> [Description of the task]: Each line of the records needs to be written out exactly, with any image left out.

(Saved data entries)
•••••

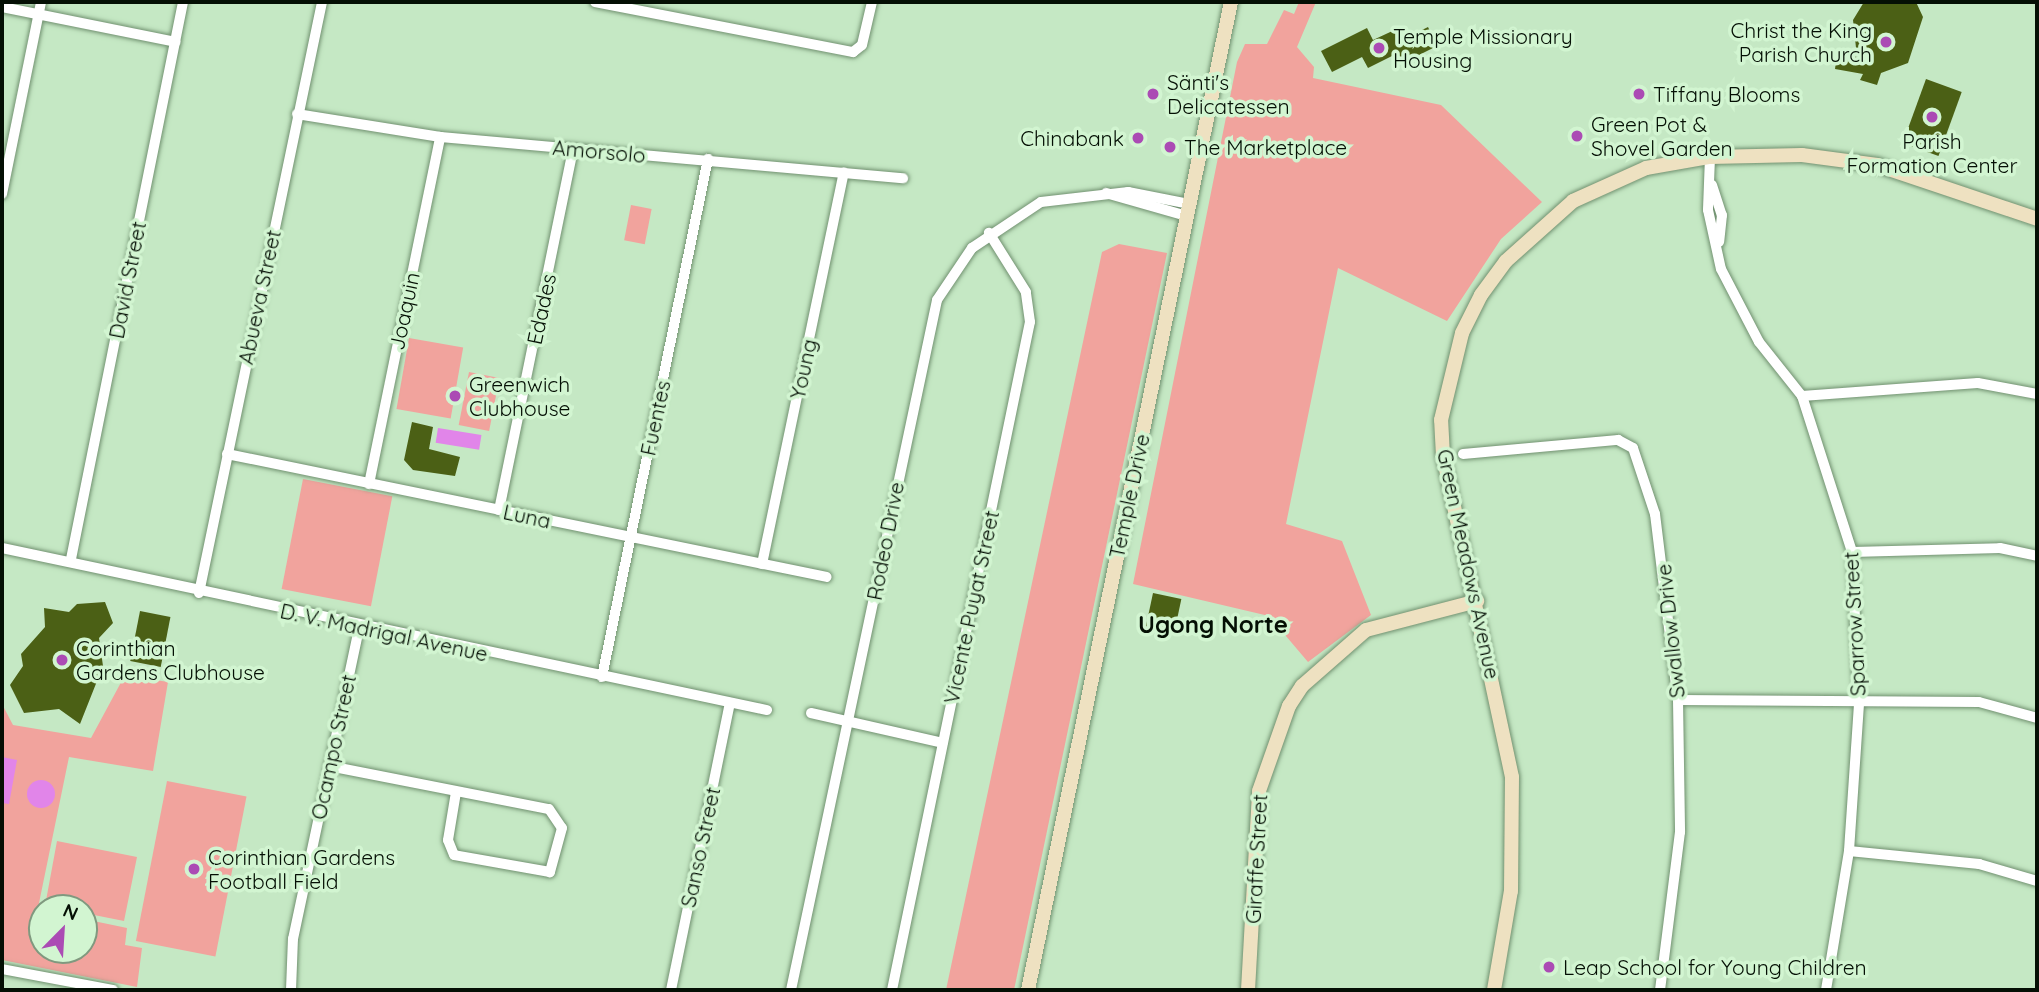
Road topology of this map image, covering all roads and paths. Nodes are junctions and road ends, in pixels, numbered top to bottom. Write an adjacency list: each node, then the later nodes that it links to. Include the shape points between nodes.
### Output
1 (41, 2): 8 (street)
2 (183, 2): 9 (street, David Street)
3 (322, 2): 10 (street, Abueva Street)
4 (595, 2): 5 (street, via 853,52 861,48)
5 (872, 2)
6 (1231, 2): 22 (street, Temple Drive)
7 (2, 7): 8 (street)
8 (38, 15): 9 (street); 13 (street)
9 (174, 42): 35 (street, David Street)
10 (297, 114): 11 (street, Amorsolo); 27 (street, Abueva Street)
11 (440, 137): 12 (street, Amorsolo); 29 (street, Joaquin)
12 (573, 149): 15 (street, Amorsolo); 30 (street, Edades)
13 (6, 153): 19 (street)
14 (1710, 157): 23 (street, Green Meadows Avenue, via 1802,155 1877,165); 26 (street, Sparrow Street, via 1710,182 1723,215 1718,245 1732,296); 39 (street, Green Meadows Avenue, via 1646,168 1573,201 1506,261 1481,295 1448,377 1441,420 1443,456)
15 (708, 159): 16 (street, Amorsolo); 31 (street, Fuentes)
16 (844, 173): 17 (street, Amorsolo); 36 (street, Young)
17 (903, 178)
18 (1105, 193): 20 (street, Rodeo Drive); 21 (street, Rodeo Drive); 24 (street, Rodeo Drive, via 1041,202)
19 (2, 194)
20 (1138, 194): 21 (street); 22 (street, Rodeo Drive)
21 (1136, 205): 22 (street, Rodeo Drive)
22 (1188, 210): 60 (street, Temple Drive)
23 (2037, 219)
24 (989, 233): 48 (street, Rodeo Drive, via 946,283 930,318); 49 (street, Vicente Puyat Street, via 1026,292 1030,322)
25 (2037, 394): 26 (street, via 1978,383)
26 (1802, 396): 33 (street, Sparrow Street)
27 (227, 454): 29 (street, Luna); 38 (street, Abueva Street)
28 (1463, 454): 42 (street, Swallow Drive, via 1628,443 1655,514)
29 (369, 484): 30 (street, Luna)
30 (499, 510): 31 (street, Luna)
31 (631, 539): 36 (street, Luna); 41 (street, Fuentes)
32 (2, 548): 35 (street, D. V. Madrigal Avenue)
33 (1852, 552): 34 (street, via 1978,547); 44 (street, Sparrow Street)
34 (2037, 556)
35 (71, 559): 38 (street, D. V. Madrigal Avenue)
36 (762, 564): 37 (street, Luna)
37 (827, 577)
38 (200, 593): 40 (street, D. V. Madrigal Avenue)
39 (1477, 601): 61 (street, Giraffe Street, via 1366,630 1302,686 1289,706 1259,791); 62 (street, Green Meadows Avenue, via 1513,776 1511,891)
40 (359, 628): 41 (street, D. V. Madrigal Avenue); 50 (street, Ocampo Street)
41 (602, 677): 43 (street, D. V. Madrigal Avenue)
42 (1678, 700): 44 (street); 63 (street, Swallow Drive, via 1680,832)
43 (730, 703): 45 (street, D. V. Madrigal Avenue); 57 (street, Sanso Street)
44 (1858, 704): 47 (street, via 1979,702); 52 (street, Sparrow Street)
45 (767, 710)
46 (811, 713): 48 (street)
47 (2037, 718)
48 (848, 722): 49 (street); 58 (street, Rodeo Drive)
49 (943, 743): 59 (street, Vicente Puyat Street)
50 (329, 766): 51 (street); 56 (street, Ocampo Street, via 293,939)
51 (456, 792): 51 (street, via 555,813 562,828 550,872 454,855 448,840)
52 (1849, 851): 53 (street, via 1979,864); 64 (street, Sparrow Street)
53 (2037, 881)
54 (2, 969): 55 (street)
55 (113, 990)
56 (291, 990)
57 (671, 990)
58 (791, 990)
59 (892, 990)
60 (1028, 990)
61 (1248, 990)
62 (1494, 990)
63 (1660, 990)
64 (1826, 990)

•••••

> [Reply]:
Road topology of this map image, covering all roads and paths. Nodes are junctions and road ends, in pixels, numbered top to bottom. Write an adjacency list: each node, then the later nodes that it links to. Include the shape points between nodes.
### Output
1 (41, 2): 8 (street)
2 (183, 2): 9 (street, David Street)
3 (322, 2): 10 (street, Abueva Street)
4 (595, 2): 5 (street, via 853,52 861,48)
5 (872, 2)
6 (1231, 2): 22 (street, Temple Drive)
7 (2, 7): 8 (street)
8 (38, 15): 9 (street); 13 (street)
9 (174, 42): 35 (street, David Street)
10 (297, 114): 11 (street, Amorsolo); 27 (street, Abueva Street)
11 (440, 137): 12 (street, Amorsolo); 29 (street, Joaquin)
12 (573, 149): 15 (street, Amorsolo); 30 (street, Edades)
13 (6, 153): 19 (street)
14 (1710, 157): 23 (street, Green Meadows Avenue, via 1802,155 1877,165); 26 (street, Sparrow Street, via 1710,182 1723,215 1718,245 1732,296); 39 (street, Green Meadows Avenue, via 1646,168 1573,201 1506,261 1481,295 1448,377 1441,420 1443,456)
15 (708, 159): 16 (street, Amorsolo); 31 (street, Fuentes)
16 (844, 173): 17 (street, Amorsolo); 36 (street, Young)
17 (903, 178)
18 (1105, 193): 20 (street, Rodeo Drive); 21 (street, Rodeo Drive); 24 (street, Rodeo Drive, via 1041,202)
19 (2, 194)
20 (1138, 194): 21 (street); 22 (street, Rodeo Drive)
21 (1136, 205): 22 (street, Rodeo Drive)
22 (1188, 210): 60 (street, Temple Drive)
23 (2037, 219)
24 (989, 233): 48 (street, Rodeo Drive, via 946,283 930,318); 49 (street, Vicente Puyat Street, via 1026,292 1030,322)
25 (2037, 394): 26 (street, via 1978,383)
26 (1802, 396): 33 (street, Sparrow Street)
27 (227, 454): 29 (street, Luna); 38 (street, Abueva Street)
28 (1463, 454): 42 (street, Swallow Drive, via 1628,443 1655,514)
29 (369, 484): 30 (street, Luna)
30 (499, 510): 31 (street, Luna)
31 (631, 539): 36 (street, Luna); 41 (street, Fuentes)
32 (2, 548): 35 (street, D. V. Madrigal Avenue)
33 (1852, 552): 34 (street, via 1978,547); 44 (street, Sparrow Street)
34 (2037, 556)
35 (71, 559): 38 (street, D. V. Madrigal Avenue)
36 (762, 564): 37 (street, Luna)
37 (827, 577)
38 (200, 593): 40 (street, D. V. Madrigal Avenue)
39 (1477, 601): 61 (street, Giraffe Street, via 1366,630 1302,686 1289,706 1259,791); 62 (street, Green Meadows Avenue, via 1513,776 1511,891)
40 (359, 628): 41 (street, D. V. Madrigal Avenue); 50 (street, Ocampo Street)
41 (602, 677): 43 (street, D. V. Madrigal Avenue)
42 (1678, 700): 44 (street); 63 (street, Swallow Drive, via 1680,832)
43 (730, 703): 45 (street, D. V. Madrigal Avenue); 57 (street, Sanso Street)
44 (1858, 704): 47 (street, via 1979,702); 52 (street, Sparrow Street)
45 (767, 710)
46 (811, 713): 48 (street)
47 (2037, 718)
48 (848, 722): 49 (street); 58 (street, Rodeo Drive)
49 (943, 743): 59 (street, Vicente Puyat Street)
50 (329, 766): 51 (street); 56 (street, Ocampo Street, via 293,939)
51 (456, 792): 51 (street, via 555,813 562,828 550,872 454,855 448,840)
52 (1849, 851): 53 (street, via 1979,864); 64 (street, Sparrow Street)
53 (2037, 881)
54 (2, 969): 55 (street)
55 (113, 990)
56 (291, 990)
57 (671, 990)
58 (791, 990)
59 (892, 990)
60 (1028, 990)
61 (1248, 990)
62 (1494, 990)
63 (1660, 990)
64 (1826, 990)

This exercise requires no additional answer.